»»

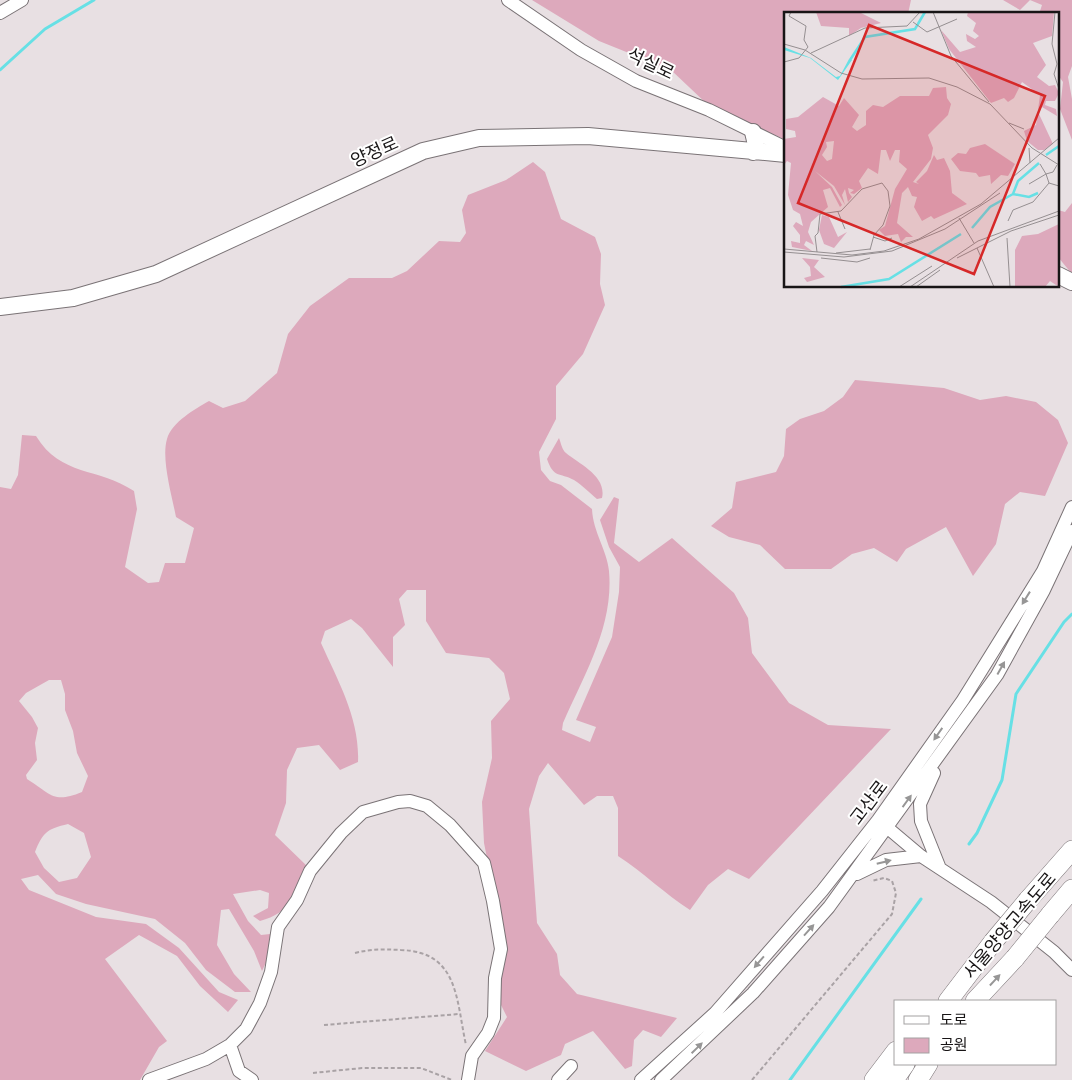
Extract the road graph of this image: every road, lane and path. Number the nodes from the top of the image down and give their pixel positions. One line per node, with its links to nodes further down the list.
1 (22, 0): 3 (street)
2 (508, 0): 4 (street, 석실로)
3 (0, 14)
4 (753, 132): 5 (street, 석실로); 6 (main road)
5 (784, 147)
6 (753, 152): 7 (main road, 양정로); 10 (main road, 양정로)
7 (784, 154)
8 (1060, 276): 9 (main road)
9 (1072, 282)
10 (0, 307)
11 (1072, 507): 14 (street, 고산로, one-way to 14)
12 (1072, 531): 13 (street, 고산로, one-way to 12)
13 (945, 748): 14 (street, 고산로, one-way to 13); 17 (street)
14 (883, 824): 16 (street); 18 (street, 고산로); 40 (street, 고산로, one-way to 40)
15 (1072, 850): 22 (highway, 서울양양고속도로, bridge)
16 (921, 856): 17 (street); 18 (street, one-way to 16)
17 (939, 866): 21 (street)
18 (854, 876): 41 (street, 고산로, one-way to 18); 42 (path)
19 (1072, 889): 25 (highway, 서울양양고속도로, one-way to 19, bridge)
20 (355, 953): 26 (path)
21 (1072, 970)
22 (964, 978): 23 (highway); 24 (highway, 서울양양고속도로)
23 (942, 1000)
24 (949, 1000)
25 (976, 1000)
26 (459, 1014): 27 (path); 30 (path)
27 (324, 1025)
28 (230, 1045): 30 (street); 35 (street); 36 (street)
29 (894, 1054): 43 (highway)
30 (472, 1056): 38 (street)
31 (904, 1065): 44 (highway)
32 (927, 1065): 45 (highway)
33 (571, 1066): 39 (street)
34 (313, 1073): 37 (path)
35 (149, 1080)
36 (252, 1080)
37 (452, 1080)
38 (468, 1080)
39 (558, 1080)
40 (641, 1080)
41 (661, 1080)
42 (752, 1080)
43 (874, 1080)
44 (894, 1080)
45 (918, 1080)

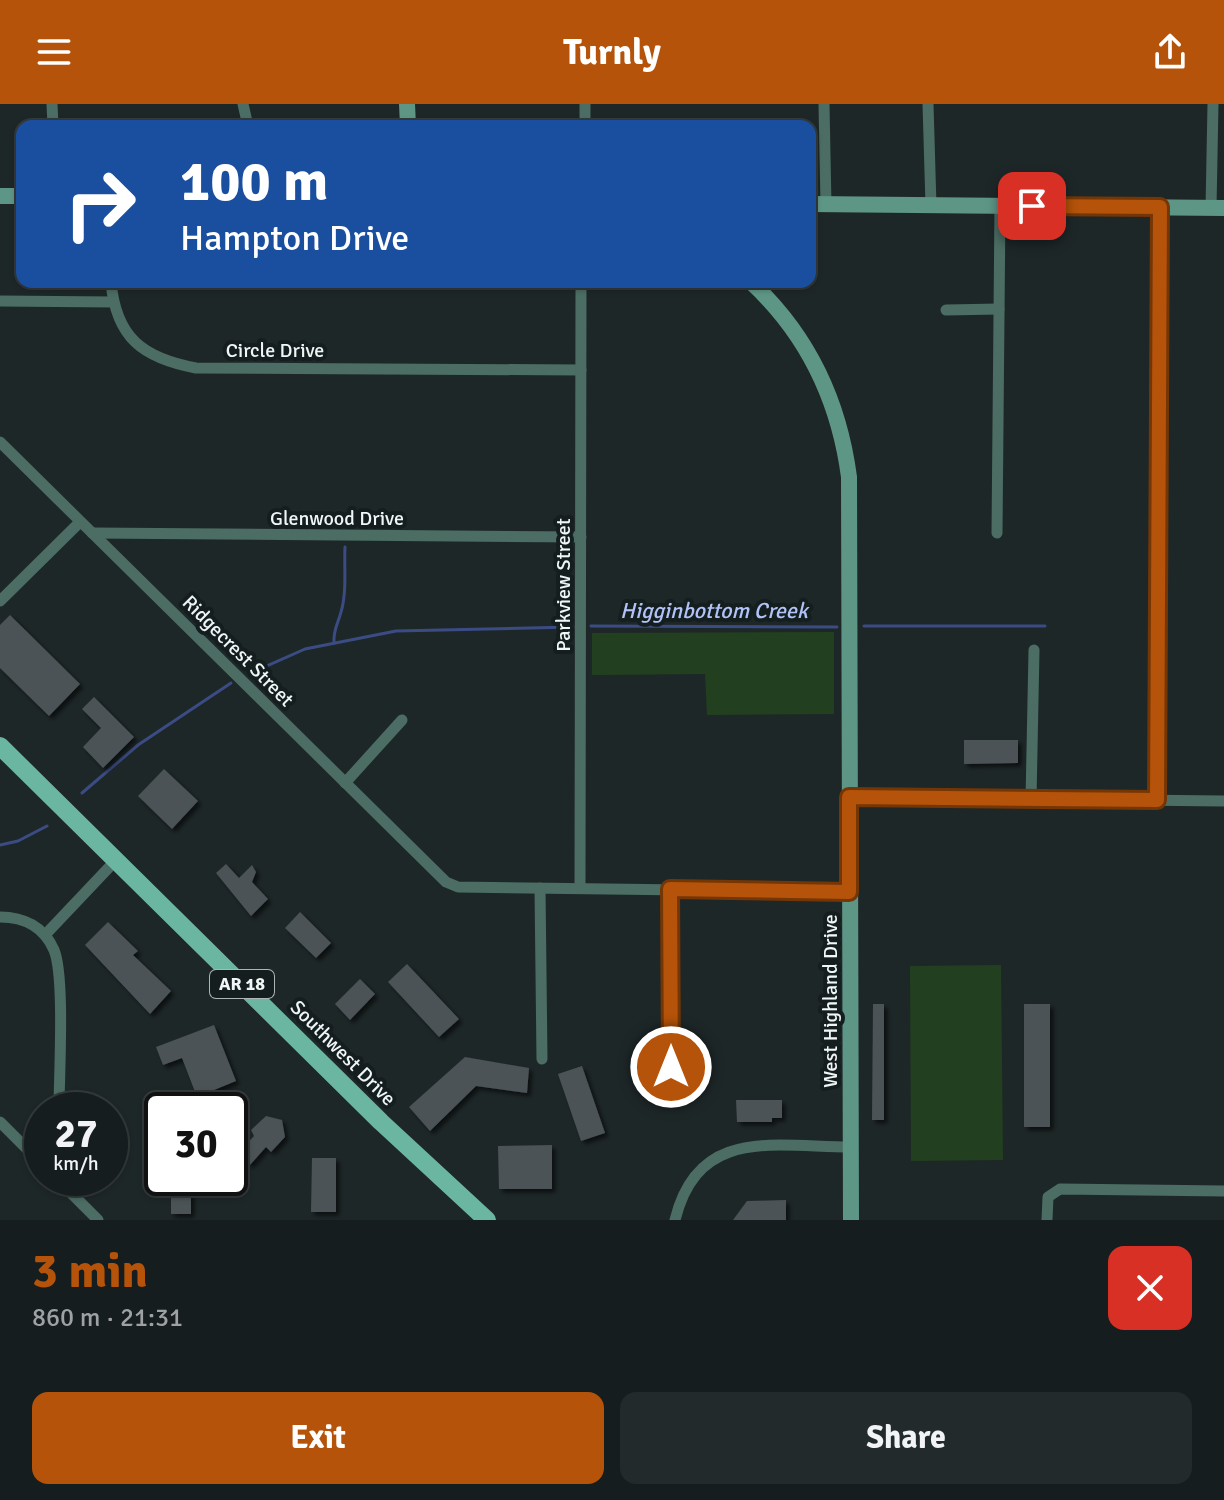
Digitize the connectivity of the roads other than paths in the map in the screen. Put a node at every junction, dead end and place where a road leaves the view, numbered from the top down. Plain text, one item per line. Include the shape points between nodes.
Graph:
1 (824, 104) edge
2 (928, 104) edge
3 (1213, 104) edge
4 (818, 205) edge
5 (931, 206) junction
6 (1000, 206) junction
7 (1160, 207) junction
8 (1218, 208) edge
9 (112, 288) edge
10 (581, 288) edge
11 (757, 288) edge
12 (0, 301) edge
13 (113, 302) junction
14 (999, 309) junction
15 (946, 310) dead end
16 (581, 370) junction
17 (0, 442) edge
18 (80, 522) junction
19 (92, 533) junction
20 (997, 533) dead end
21 (581, 537) junction
22 (0, 601) edge
23 (1034, 650) dead end
24 (402, 720) dead end
25 (0, 746) edge
26 (345, 783) junction
27 (849, 797) junction
28 (1031, 800) junction
29 (1157, 800) junction
30 (1224, 801) edge
31 (116, 860) junction
32 (540, 888) junction
33 (580, 888) junction
34 (670, 889) junction
35 (849, 892) junction
36 (0, 917) edge
37 (45, 935) junction
38 (542, 1059) dead end
39 (671, 1067) dead end
40 (59, 1092) edge
41 (0, 1122) edge
42 (24, 1146) edge
43 (851, 1147) junction
44 (1224, 1191) edge
45 (75, 1196) edge
46 (98, 1220) edge
47 (487, 1220) edge
48 (675, 1220) edge
49 (851, 1220) edge
50 (1047, 1220) edge

1 - 4 street
2 - 5 street
3 - 8 street
4 - 5 street
5 - 6 street
6 - 7 street
6 - 14 street
7 - 8 street
7 - 29 street
9 - 13 street
10 - 16 street, Parkview Street
11 - 27 street, West Highland Drive via 787,321 819,371 846,451
12 - 13 street
13 - 16 street, Circle Drive via 142,350 161,361 196,368
14 - 15 street
14 - 20 street
16 - 21 street, Parkview Street
17 - 18 street, Ridgecrest Street
18 - 19 street, Ridgecrest Street
18 - 22 street
19 - 21 street, Glenwood Drive
19 - 26 street, Ridgecrest Street
21 - 33 street, Parkview Street
23 - 28 street
24 - 26 street
25 - 31 main road, Southwest Drive / AR 18
26 - 32 street, Ridgecrest Street via 451,884
27 - 28 street
27 - 35 street, West Highland Drive
28 - 29 street
29 - 30 street
31 - 37 street
31 - 47 main road, Southwest Drive / AR 18
32 - 33 street
32 - 38 street
33 - 34 street
34 - 35 street
34 - 39 street
35 - 43 street, West Highland Drive
36 - 37 street via 25,920
37 - 40 street via 58,967
41 - 42 street
43 - 48 street via 740,1147 721,1152 688,1180
43 - 49 street, West Highland Drive
44 - 50 street via 1060,1189 1048,1197
45 - 46 street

««

# [What the exercise asks]
For this exercise, give the listing again exactly as written, with the pictures omitted.

# [Finished exercise]
Extract the road graph of this image: every road, lane and path. Number the nodes from the top of the image down and give their pixel positions. One line per node, with its links to nodes further down the list.
1 (22, 0): 3 (street)
2 (508, 0): 4 (street, 석실로)
3 (0, 14)
4 (753, 132): 5 (street, 석실로); 6 (main road)
5 (784, 147)
6 (753, 152): 7 (main road, 양정로); 10 (main road, 양정로)
7 (784, 154)
8 (1060, 276): 9 (main road)
9 (1072, 282)
10 (0, 307)
11 (1072, 507): 14 (street, 고산로, one-way to 14)
12 (1072, 531): 13 (street, 고산로, one-way to 12)
13 (945, 748): 14 (street, 고산로, one-way to 13); 17 (street)
14 (883, 824): 16 (street); 18 (street, 고산로); 40 (street, 고산로, one-way to 40)
15 (1072, 850): 22 (highway, 서울양양고속도로, bridge)
16 (921, 856): 17 (street); 18 (street, one-way to 16)
17 (939, 866): 21 (street)
18 (854, 876): 41 (street, 고산로, one-way to 18); 42 (path)
19 (1072, 889): 25 (highway, 서울양양고속도로, one-way to 19, bridge)
20 (355, 953): 26 (path)
21 (1072, 970)
22 (964, 978): 23 (highway); 24 (highway, 서울양양고속도로)
23 (942, 1000)
24 (949, 1000)
25 (976, 1000)
26 (459, 1014): 27 (path); 30 (path)
27 (324, 1025)
28 (230, 1045): 30 (street); 35 (street); 36 (street)
29 (894, 1054): 43 (highway)
30 (472, 1056): 38 (street)
31 (904, 1065): 44 (highway)
32 (927, 1065): 45 (highway)
33 (571, 1066): 39 (street)
34 (313, 1073): 37 (path)
35 (149, 1080)
36 (252, 1080)
37 (452, 1080)
38 (468, 1080)
39 (558, 1080)
40 (641, 1080)
41 (661, 1080)
42 (752, 1080)
43 (874, 1080)
44 (894, 1080)
45 (918, 1080)

Digitize the connectivity of the roads other than paths in the map in the screen. Put a node at every junction, dead end and place where a road leaves the view, numbered from the top down. Plain text, one item per line. Include the shape points between nodes.
Graph:
1 (824, 104) edge
2 (928, 104) edge
3 (1213, 104) edge
4 (818, 205) edge
5 (931, 206) junction
6 (1000, 206) junction
7 (1160, 207) junction
8 (1218, 208) edge
9 (112, 288) edge
10 (581, 288) edge
11 (757, 288) edge
12 (0, 301) edge
13 (113, 302) junction
14 (999, 309) junction
15 (946, 310) dead end
16 (581, 370) junction
17 (0, 442) edge
18 (80, 522) junction
19 (92, 533) junction
20 (997, 533) dead end
21 (581, 537) junction
22 (0, 601) edge
23 (1034, 650) dead end
24 (402, 720) dead end
25 (0, 746) edge
26 (345, 783) junction
27 (849, 797) junction
28 (1031, 800) junction
29 (1157, 800) junction
30 (1224, 801) edge
31 (116, 860) junction
32 (540, 888) junction
33 (580, 888) junction
34 (670, 889) junction
35 (849, 892) junction
36 (0, 917) edge
37 (45, 935) junction
38 (542, 1059) dead end
39 (671, 1067) dead end
40 (59, 1092) edge
41 (0, 1122) edge
42 (24, 1146) edge
43 (851, 1147) junction
44 (1224, 1191) edge
45 (75, 1196) edge
46 (98, 1220) edge
47 (487, 1220) edge
48 (675, 1220) edge
49 (851, 1220) edge
50 (1047, 1220) edge

1 - 4 street
2 - 5 street
3 - 8 street
4 - 5 street
5 - 6 street
6 - 7 street
6 - 14 street
7 - 8 street
7 - 29 street
9 - 13 street
10 - 16 street, Parkview Street
11 - 27 street, West Highland Drive via 787,321 819,371 846,451
12 - 13 street
13 - 16 street, Circle Drive via 142,350 161,361 196,368
14 - 15 street
14 - 20 street
16 - 21 street, Parkview Street
17 - 18 street, Ridgecrest Street
18 - 19 street, Ridgecrest Street
18 - 22 street
19 - 21 street, Glenwood Drive
19 - 26 street, Ridgecrest Street
21 - 33 street, Parkview Street
23 - 28 street
24 - 26 street
25 - 31 main road, Southwest Drive / AR 18
26 - 32 street, Ridgecrest Street via 451,884
27 - 28 street
27 - 35 street, West Highland Drive
28 - 29 street
29 - 30 street
31 - 37 street
31 - 47 main road, Southwest Drive / AR 18
32 - 33 street
32 - 38 street
33 - 34 street
34 - 35 street
34 - 39 street
35 - 43 street, West Highland Drive
36 - 37 street via 25,920
37 - 40 street via 58,967
41 - 42 street
43 - 48 street via 740,1147 721,1152 688,1180
43 - 49 street, West Highland Drive
44 - 50 street via 1060,1189 1048,1197
45 - 46 street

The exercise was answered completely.